Ed eccomi qui, di nuovo.
L’uomo del bar oggi non ha portato niente e il tavolo ha resti di croissant e mozziconi schiacciati dentro un portacenere di vetro.
Dopo le notti passate ad ascoltare la voglia di vederti ora non guardo altro che la distesa immensa di questo mare dove vorrei affogare queste emozioni che hanno smosso polvere e detriti nel luogo dentro di me che ti appartiene.

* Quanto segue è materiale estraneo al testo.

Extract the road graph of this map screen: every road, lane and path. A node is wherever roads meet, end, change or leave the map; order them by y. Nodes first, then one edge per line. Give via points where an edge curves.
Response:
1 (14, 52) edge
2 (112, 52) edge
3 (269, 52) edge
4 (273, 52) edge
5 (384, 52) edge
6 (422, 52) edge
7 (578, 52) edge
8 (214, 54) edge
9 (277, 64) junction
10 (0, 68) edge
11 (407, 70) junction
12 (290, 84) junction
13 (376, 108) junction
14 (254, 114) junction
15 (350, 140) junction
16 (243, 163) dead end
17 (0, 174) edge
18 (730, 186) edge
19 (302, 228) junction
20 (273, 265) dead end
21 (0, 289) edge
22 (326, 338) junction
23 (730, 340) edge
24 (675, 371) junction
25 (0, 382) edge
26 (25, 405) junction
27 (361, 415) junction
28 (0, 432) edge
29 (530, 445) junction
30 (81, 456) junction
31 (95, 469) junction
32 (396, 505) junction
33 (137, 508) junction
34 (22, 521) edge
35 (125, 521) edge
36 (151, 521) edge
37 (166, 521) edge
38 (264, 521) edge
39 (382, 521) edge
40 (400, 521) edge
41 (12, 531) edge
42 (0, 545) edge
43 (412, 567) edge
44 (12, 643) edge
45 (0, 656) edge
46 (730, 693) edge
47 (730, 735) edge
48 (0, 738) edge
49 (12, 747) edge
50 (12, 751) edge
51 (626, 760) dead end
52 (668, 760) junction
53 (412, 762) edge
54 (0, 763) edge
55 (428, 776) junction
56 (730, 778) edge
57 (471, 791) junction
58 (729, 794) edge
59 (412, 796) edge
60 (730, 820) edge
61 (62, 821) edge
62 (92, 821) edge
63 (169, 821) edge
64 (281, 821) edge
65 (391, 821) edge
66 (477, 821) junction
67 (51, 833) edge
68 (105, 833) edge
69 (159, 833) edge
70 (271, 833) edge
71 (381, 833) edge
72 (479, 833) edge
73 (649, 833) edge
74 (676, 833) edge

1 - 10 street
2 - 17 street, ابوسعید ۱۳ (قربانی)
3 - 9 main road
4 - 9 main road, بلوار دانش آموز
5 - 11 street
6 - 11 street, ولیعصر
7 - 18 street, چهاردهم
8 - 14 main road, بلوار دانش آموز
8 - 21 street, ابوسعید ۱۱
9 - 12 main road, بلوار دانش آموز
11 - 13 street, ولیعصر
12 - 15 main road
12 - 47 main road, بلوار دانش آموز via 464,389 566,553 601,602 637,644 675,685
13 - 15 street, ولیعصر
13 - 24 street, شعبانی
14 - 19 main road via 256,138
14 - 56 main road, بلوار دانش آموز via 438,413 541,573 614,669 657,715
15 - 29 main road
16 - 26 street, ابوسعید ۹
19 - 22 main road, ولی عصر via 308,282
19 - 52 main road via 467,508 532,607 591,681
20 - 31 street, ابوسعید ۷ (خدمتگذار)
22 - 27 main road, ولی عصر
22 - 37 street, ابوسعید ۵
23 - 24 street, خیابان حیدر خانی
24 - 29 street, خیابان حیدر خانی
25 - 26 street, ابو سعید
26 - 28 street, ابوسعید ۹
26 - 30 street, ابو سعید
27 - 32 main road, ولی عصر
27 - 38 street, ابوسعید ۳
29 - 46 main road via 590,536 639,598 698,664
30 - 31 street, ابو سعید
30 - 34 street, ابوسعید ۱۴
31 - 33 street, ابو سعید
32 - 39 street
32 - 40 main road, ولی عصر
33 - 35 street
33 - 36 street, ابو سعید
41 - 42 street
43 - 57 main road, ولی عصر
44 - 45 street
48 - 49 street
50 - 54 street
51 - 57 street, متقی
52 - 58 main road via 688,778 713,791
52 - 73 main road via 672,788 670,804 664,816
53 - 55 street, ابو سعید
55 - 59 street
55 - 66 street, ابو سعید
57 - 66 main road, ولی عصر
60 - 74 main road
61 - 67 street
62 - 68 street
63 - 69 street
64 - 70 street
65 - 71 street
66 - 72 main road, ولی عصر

Non riesco più a voltarmi, sai, non so se ho paura di trovarti o se il terrore è non vedere più i tuoi occhi.
Ma devo controllare e voglio anche vedere se l’uomo del bar si è finalmente accorto della mia presenza.
Così riapro gli occhi e in lontananza vedo che stai camminando con il tuo passo lento e il tuo giubbotto gettato sulle spalle.
Forse stai andando via e non ti sei accorta che io sono seduto qua ad aspettarti.
Sembra che oggi nessuno sia in grado di vedermi.
Mi alzo e cerco di raggiungerti, anche se questo, mi rendo conto ora, vuol dire che dovrò parlarti, chiederti dove stai andando, se stai cercando me o se semplicemente hai deciso che non c’è più davvero niente che valga la pena di vedere.
Arrivi fino al porto e poi vai verso la parte vecchia del paese.
Ti seguo mentre continui a camminare, fino alle mura vecchie e un po’ scrostate che servono a proteggere viali alberati e ballatoi pieni di luci e di dolore.
Che cosa cerchi qui?
Questo non è un luogo adatto a te e poi non hai nemmeno detto una parola, non mi hai guardato, non mi hai considerato; eppure io ho vissuto tutta la vita ad aspettarti, sognando il giorno in cui ti avrei incontrato.
Mi fermo un attimo a riflettere sulla stranezza di questo luogo inusuale e tu scompari, ti perdi dentro i viali silenziosi.
Devo raggiungerti, non è possibile lasciarti andare sola, non in un luogo come questo.
Entro e ti vedo: sei ferma in uno dei vialetti quasi nascosta da una siepe, lo sguardo è rivolto verso il basso, le mani che stringono un po’ troppo forte il tuo giubbotto.
Io mi avvicino e so che ora non posso fare altro: devo parlarti.